START Excerpted data
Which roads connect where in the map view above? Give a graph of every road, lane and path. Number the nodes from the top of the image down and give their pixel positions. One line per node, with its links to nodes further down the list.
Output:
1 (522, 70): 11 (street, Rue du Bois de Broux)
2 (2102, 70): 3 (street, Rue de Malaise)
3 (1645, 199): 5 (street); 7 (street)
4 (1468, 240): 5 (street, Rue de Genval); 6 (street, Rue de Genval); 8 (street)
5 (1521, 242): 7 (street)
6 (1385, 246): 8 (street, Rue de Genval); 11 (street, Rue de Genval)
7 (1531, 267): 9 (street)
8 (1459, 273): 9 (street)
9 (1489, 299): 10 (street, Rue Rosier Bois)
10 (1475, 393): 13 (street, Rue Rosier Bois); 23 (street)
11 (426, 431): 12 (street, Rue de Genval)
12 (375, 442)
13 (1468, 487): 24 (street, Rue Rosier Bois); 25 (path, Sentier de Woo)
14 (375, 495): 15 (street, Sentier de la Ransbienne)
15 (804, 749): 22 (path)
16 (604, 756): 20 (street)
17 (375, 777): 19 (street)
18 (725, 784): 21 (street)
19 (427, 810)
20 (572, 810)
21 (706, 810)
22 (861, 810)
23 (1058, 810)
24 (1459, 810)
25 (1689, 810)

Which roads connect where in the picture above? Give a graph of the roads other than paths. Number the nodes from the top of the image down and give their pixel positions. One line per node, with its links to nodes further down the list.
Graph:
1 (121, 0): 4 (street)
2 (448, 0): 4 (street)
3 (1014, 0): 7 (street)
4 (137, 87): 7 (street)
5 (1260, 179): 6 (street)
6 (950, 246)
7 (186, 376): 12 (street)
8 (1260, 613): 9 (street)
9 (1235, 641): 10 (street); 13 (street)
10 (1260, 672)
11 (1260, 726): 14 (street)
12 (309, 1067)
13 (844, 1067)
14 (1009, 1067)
END Excerpted data
How to complete this task: Give the entries again in full, exactly as they were written above.

Reply to the task:
Which roads connect where in the map view above? Give a graph of every road, lane and path. Number the nodes from the top of the image down and give their pixel positions. One line per node, with its links to nodes further down the list.
Output:
1 (522, 70): 11 (street, Rue du Bois de Broux)
2 (2102, 70): 3 (street, Rue de Malaise)
3 (1645, 199): 5 (street); 7 (street)
4 (1468, 240): 5 (street, Rue de Genval); 6 (street, Rue de Genval); 8 (street)
5 (1521, 242): 7 (street)
6 (1385, 246): 8 (street, Rue de Genval); 11 (street, Rue de Genval)
7 (1531, 267): 9 (street)
8 (1459, 273): 9 (street)
9 (1489, 299): 10 (street, Rue Rosier Bois)
10 (1475, 393): 13 (street, Rue Rosier Bois); 23 (street)
11 (426, 431): 12 (street, Rue de Genval)
12 (375, 442)
13 (1468, 487): 24 (street, Rue Rosier Bois); 25 (path, Sentier de Woo)
14 (375, 495): 15 (street, Sentier de la Ransbienne)
15 (804, 749): 22 (path)
16 (604, 756): 20 (street)
17 (375, 777): 19 (street)
18 (725, 784): 21 (street)
19 (427, 810)
20 (572, 810)
21 (706, 810)
22 (861, 810)
23 (1058, 810)
24 (1459, 810)
25 (1689, 810)

Which roads connect where in the picture above? Give a graph of the roads other than paths. Number the nodes from the top of the image down and give their pixel positions. One line per node, with its links to nodes further down the list.
Graph:
1 (121, 0): 4 (street)
2 (448, 0): 4 (street)
3 (1014, 0): 7 (street)
4 (137, 87): 7 (street)
5 (1260, 179): 6 (street)
6 (950, 246)
7 (186, 376): 12 (street)
8 (1260, 613): 9 (street)
9 (1235, 641): 10 (street); 13 (street)
10 (1260, 672)
11 (1260, 726): 14 (street)
12 (309, 1067)
13 (844, 1067)
14 (1009, 1067)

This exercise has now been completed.